HISTORY, CURRENT ILLNESS AND PHYSICAL EXAMINATION

History
No known allergies. Several episodes of rheumatic fever.

Present illness
A 15-year-old male patient from Malawi presented with moderate exertional dyspnoea for years, associated with asthenia, orthopnoea and some episodes of paroxysmal nocturnal dyspnoea, with progressive worsening of his functional class, up to dyspnoea on slight exertion. He was assessed by doctors in his home country, where he was diagnosed with severe mitral stenosis, mild mitral insufficiency, severe tricuspid insufficiency and severe pulmonary hypertension. Due to clinical worsening and the impossibility of adequate treatment in his place of origin, he was transferred to Spain by an NGO for the corresponding surgical treatment. After the transfer, the patient presented deterioration of his usual dyspnoea with dyspnoea at rest, concomitant abdominal pain in both hypochondria, dyspepsia and several episodes of emesis after food intake, so it was decided to admit him to the Paediatrics Department to optimise depletive treatment prior to surgical treatment.

Physical examination
Weight: 27 kg BP: 90/60 mmHg, HR: 90 bpm, SO2: 100 % with O2. Neck: jugular ingurgitation. Cardiac auscultation: R1 and R2 rhythmic and regular. Intense systolic-diastolic murmur in mitral focus radiating towards the axillary region. Pulmonary auscultation: bibasal hypoventilation, more marked in the right base. Abdomen: hepatomegaly 4 traveses, slightly painful on palpation in the right and left hypochondrium. Splenomegaly. Extremities: symmetrical, without oedema.

COMPLEMENTARY TESTS
CBC: haemogram: leucocytes 11,600 /ul. Neutrophils 82.4 %. Monocytes 9.8 %. Lymphocytes 7.2 %. Hb 11 g/dl. Ht 33.5 %. Platelets 106.000 /ul. Biochemistry: glucose 120 mg/dl, urea 34 mg/dl, creatinine 0.5 mg/dl, Na 135 mEq/L, K 3.9 mEq/L. ECG: RS at 92 bpm, p wave of biatrial growth, incomplete BRD + HBPII, signs of hypertrophy and growth of right cavities, Axis deviated to the right, ST descent of 1 mm in V3-V5. Chest X-ray: cardiomegaly at the expense of the right chambers, fluid in cystole.

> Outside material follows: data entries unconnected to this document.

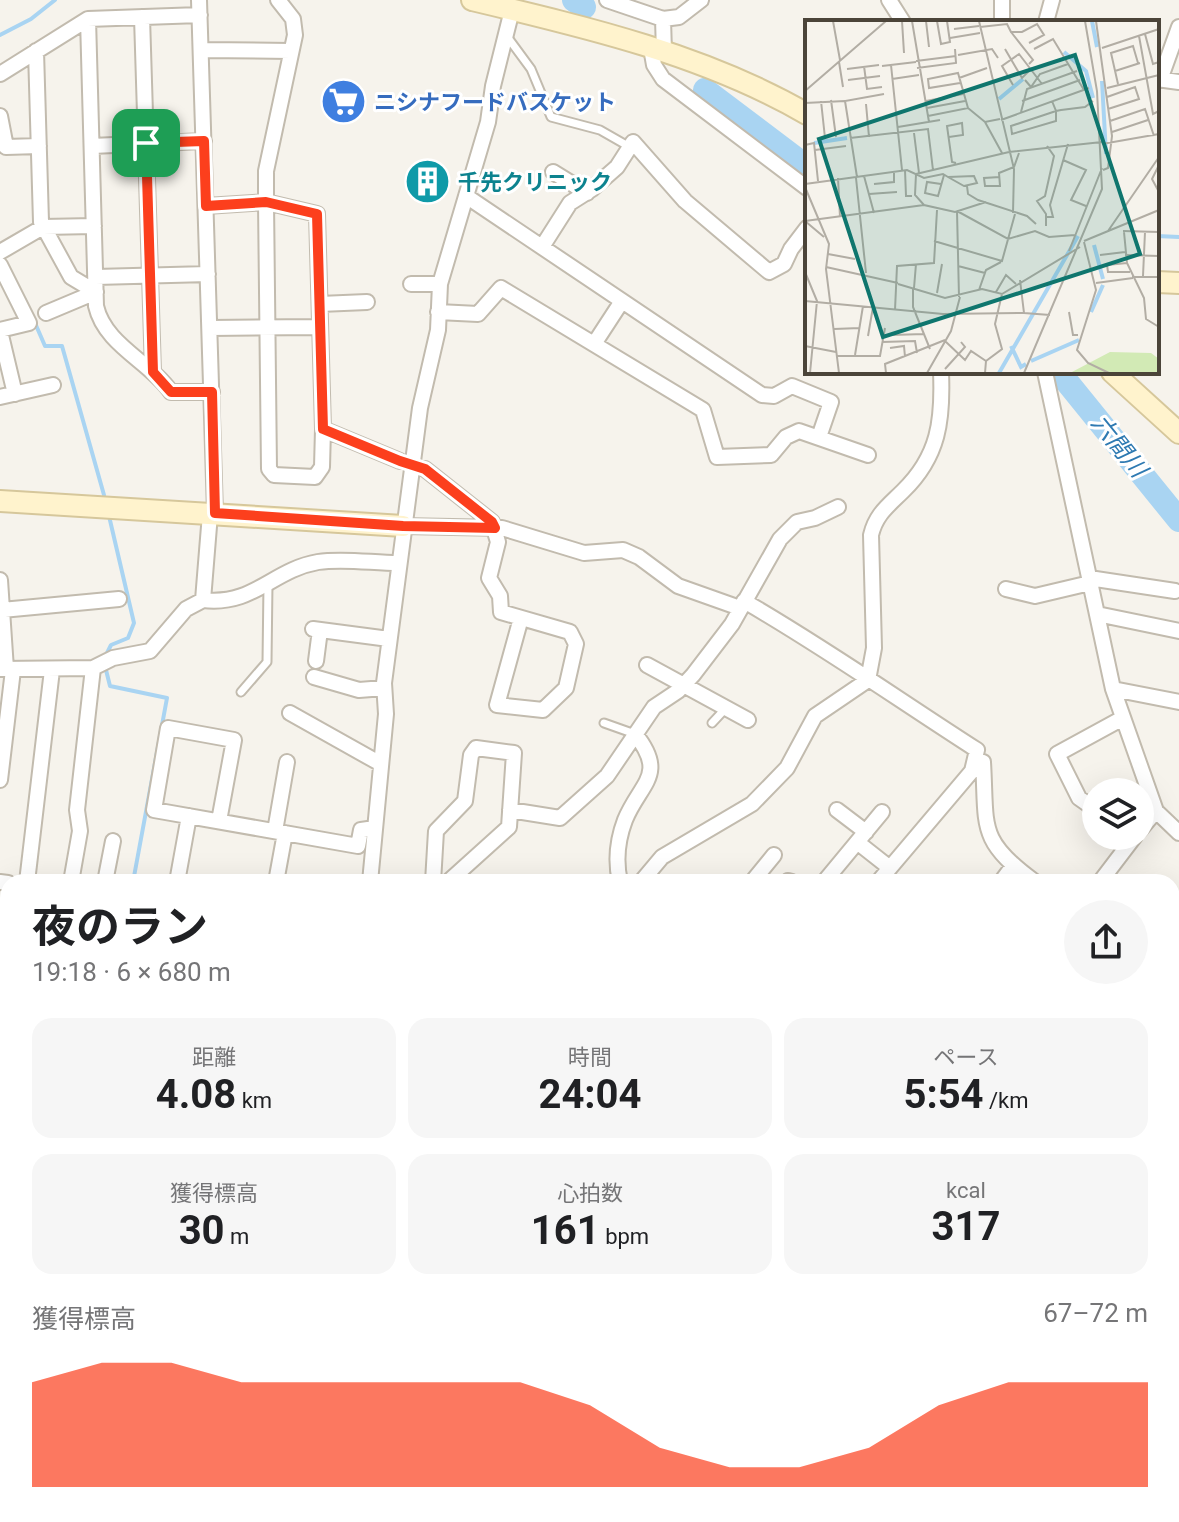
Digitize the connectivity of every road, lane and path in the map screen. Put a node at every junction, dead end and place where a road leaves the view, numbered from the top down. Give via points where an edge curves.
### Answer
1 (278, 0) edge
2 (472, 0) edge
3 (607, 0) edge
4 (701, 0) edge
5 (889, 0) edge
6 (1052, 0) edge
7 (519, 7) edge
8 (200, 8) edge
9 (142, 17) junction
10 (88, 19) junction
11 (663, 19) junction
12 (902, 20) edge
13 (1047, 20) edge
14 (1179, 27) edge
15 (506, 34) junction
16 (201, 50) junction
17 (658, 50) junction
18 (36, 51) junction
19 (291, 51) junction
20 (0, 74) edge
21 (1159, 77) edge
22 (1159, 80) edge
23 (1179, 82) edge
24 (805, 113) edge
25 (0, 116) edge
26 (204, 141) junction
27 (146, 143) junction
28 (39, 146) junction
29 (92, 146) junction
30 (628, 146) junction
31 (553, 172) dead end
32 (805, 186) edge
33 (587, 193) junction
34 (466, 196) junction
35 (266, 202) junction
36 (206, 206) junction
37 (94, 226) junction
38 (43, 227) junction
39 (805, 231) edge
40 (542, 247) junction
41 (1, 256) edge
42 (208, 274) junction
43 (150, 275) junction
44 (1159, 282) edge
45 (1179, 283) edge
46 (96, 284) junction
47 (411, 284) dead end
48 (440, 284) junction
49 (622, 301) junction
50 (367, 302) dead end
51 (320, 304) junction
52 (438, 312) junction
53 (46, 313) dead end
54 (267, 327) junction
55 (320, 327) junction
56 (210, 328) junction
57 (0, 330) edge
58 (594, 344) junction
59 (153, 372) junction
60 (941, 374) edge
61 (1044, 374) edge
62 (1114, 374) edge
63 (53, 385) dead end
64 (212, 392) junction
65 (8, 395) edge
66 (323, 429) junction
67 (1179, 433) edge
68 (819, 437) junction
69 (868, 455) dead end
70 (400, 461) joint
71 (425, 469) joint
72 (0, 501) edge
73 (838, 507) dead end
74 (213, 513) junction
75 (403, 526) junction
76 (495, 528) junction
77 (398, 563) junction
78 (0, 580) edge
79 (1089, 581) junction
80 (268, 583) junction
81 (1006, 589) dead end
82 (1175, 591) dead end
83 (119, 599) dead end
84 (203, 600) junction
85 (742, 605) junction
86 (2, 610) junction
87 (1097, 614) junction
88 (521, 618) junction
89 (1179, 631) edge
90 (389, 639) junction
91 (316, 661) dead end
92 (647, 665) dead end
93 (93, 668) junction
94 (7, 669) edge
95 (52, 670) junction
96 (314, 677) dead end
97 (868, 680) junction
98 (683, 685) junction
99 (384, 688) junction
100 (1113, 689) junction
101 (241, 692) dead end
102 (1179, 702) edge
103 (726, 708) junction
104 (290, 713) dead end
105 (1123, 718) junction
106 (748, 720) dead end
107 (604, 723) dead end
108 (712, 723) dead end
109 (635, 734) junction
110 (975, 759) junction
111 (287, 762) dead end
112 (381, 764) junction
113 (0, 780) edge
114 (1082, 800) edge
115 (510, 810) junction
116 (837, 810) dead end
117 (1156, 811) junction
118 (882, 812) dead end
119 (1154, 813) edge
120 (189, 816) junction
121 (219, 821) junction
122 (375, 828) junction
123 (280, 832) junction
124 (1179, 833) edge
125 (861, 837) junction
126 (113, 841) dead end
127 (1124, 850) edge
128 (774, 855) dead end
129 (1013, 866) junction
130 (890, 868) junction
131 (28, 874) edge
132 (72, 874) edge
133 (107, 874) edge
134 (178, 874) edge
135 (277, 874) edge
136 (371, 874) edge
137 (433, 874) edge
138 (457, 874) edge
139 (619, 874) edge
140 (648, 874) edge
141 (759, 874) edge
142 (831, 874) edge
143 (885, 874) edge
144 (1007, 874) edge
145 (1024, 874) edge
146 (1106, 874) edge

1 - 19 street via 293,19
2 - 7 street
3 - 11 street
4 - 11 street via 679,17
5 - 12 street
6 - 13 street
7 - 15 street
7 - 17 street
8 - 9 street
8 - 16 street
9 - 10 street
9 - 27 street
10 - 18 street
10 - 29 street
11 - 17 street
14 - 21 street
15 - 30 lane via 531,69 551,117 614,135
15 - 34 street
16 - 19 street
16 - 26 street
17 - 24 street via 726,72
17 - 32 street via 654,65 663,79
18 - 20 street
18 - 28 street
19 - 35 street via 266,171
22 - 23 street
25 - 28 street via 6,147
26 - 27 street
26 - 36 street
27 - 29 street
27 - 43 street
28 - 38 street
29 - 37 street
30 - 33 street via 617,167
30 - 39 street via 633,142 639,147 685,201 769,272 784,264
31 - 33 street
33 - 40 street via 570,203
34 - 40 street
34 - 48 street
35 - 36 street
35 - 51 street via 317,214
35 - 54 street
36 - 42 street
37 - 38 street
37 - 46 street
38 - 41 street
38 - 46 street via 71,277
40 - 49 street
41 - 57 street via 29,323
42 - 43 street
42 - 56 street
43 - 46 street
43 - 59 street
44 - 45 street
46 - 53 street
46 - 59 street via 99,319
47 - 48 street
48 - 52 street
49 - 58 street
49 - 68 street via 762,395 774,396 792,386 831,402
50 - 51 street
51 - 55 street
52 - 58 street via 478,314 501,288
52 - 75 street
54 - 55 street
54 - 56 street
54 - 66 street via 269,469 274,475 315,477 322,467
55 - 66 street
56 - 64 street
57 - 65 street
58 - 68 street via 703,410 717,457 771,455 799,431
59 - 64 street via 171,392
60 - 97 street via 942,410 929,456 874,520 874,648
61 - 79 street
62 - 67 street
63 - 65 street
64 - 74 street
66 - 70 street
68 - 69 street
70 - 71 lane, bridge
71 - 76 street
72 - 74 street
73 - 85 street via 797,522 780,539
74 - 75 street
74 - 84 street
75 - 76 street
75 - 77 street
76 - 85 street via 584,553 623,550 678,586
76 - 88 street via 498,542 489,578 500,596 501,612
77 - 80 street via 319,562
77 - 90 street
78 - 86 street
79 - 81 street via 1035,596
79 - 82 street
79 - 87 street
80 - 84 street via 237,600
80 - 101 lane via 267,662
83 - 86 street
84 - 93 street via 186,609 150,651
85 - 97 street via 813,641
85 - 98 street
86 - 94 street
87 - 89 street
87 - 100 street
88 - 88 street via 570,632 576,644 566,688 543,710 497,705
90 - 91 street via 316,629
90 - 99 street
92 - 98 street
93 - 95 street
93 - 132 street
94 - 95 street
94 - 113 street
95 - 131 street
96 - 99 street via 359,690
97 - 110 street via 977,750
97 - 140 street via 815,716 787,768 752,804 662,857
98 - 103 street
98 - 109 street via 654,707
99 - 112 street
100 - 102 street
100 - 105 street
103 - 106 street
103 - 108 lane
104 - 112 street
105 - 114 street via 1057,754
105 - 117 street
107 - 109 lane
109 - 115 street via 607,776 560,818
109 - 139 street via 646,748 650,774 618,842
110 - 129 street via 983,762 990,837
110 - 130 street via 972,771
111 - 123 street
112 - 122 street
115 - 137 street via 514,753 476,748 465,801 436,831
115 - 138 street via 509,827
116 - 125 street
117 - 119 street
117 - 124 street
118 - 125 street
120 - 121 street
120 - 121 street via 154,810 168,728 234,740
120 - 134 street
121 - 123 street
122 - 123 street via 361,830 358,846
122 - 136 street
123 - 135 street
125 - 130 street
125 - 142 street
126 - 133 street
127 - 146 street
128 - 141 street
129 - 144 street
129 - 145 street
130 - 143 street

Transthoracic echocardiogram: situs solidus, levocardia with levoápex. LVEF 65 %. Right chambers severely dilated. RV with preserved contractility. Severe TR due to lack of coaptation of the leaflets by annular dilatation, AD-VD gradient of 60 mmHg. PAPs 70-75mmHg. Mitral valve: thickened anterior leaflet, domed opening and anterior displacement of the posterior leaflet, fused commissures, mean transmitral gradient of 16 mmHg, area by planimetry of 4 mm and by THP of 0.75 cm2. Mild MI. Dilated IVC. Slight pericardial effusion.

EVOLUTION
After stabilisation of congestive heart failure, with adequate response to depletive treatment, given contraindication to treatment with balloon valvuloplasty due to great valve deconstruction, surgical treatment was performed with replacement of the mitral valve with a biological prosthesis, plus tricuspid annuloplasty. In the initial postoperative phase, he required vasoactive drugs and pulmonary vasodilators due to a drop in BP and oliguria, with haemodynamic stabilisation after 24 hours. He was transferred to the paediatric ward from where he was discharged on the eighth day. Postoperative echocardiographic control showed a normofunctioning bioprosthesis, with mean gradient of 3 mmHg, maximum E wave of 15 mmHg, normofunctioning LV, no pericardial effusion, mild TR.

DIAGNOSIS
Rheumatic severe mitral stenosis, mild mitral regurgitation. Severe tricuspid regurgitation. Severe pulmonary hypertension. Congestive heart failure.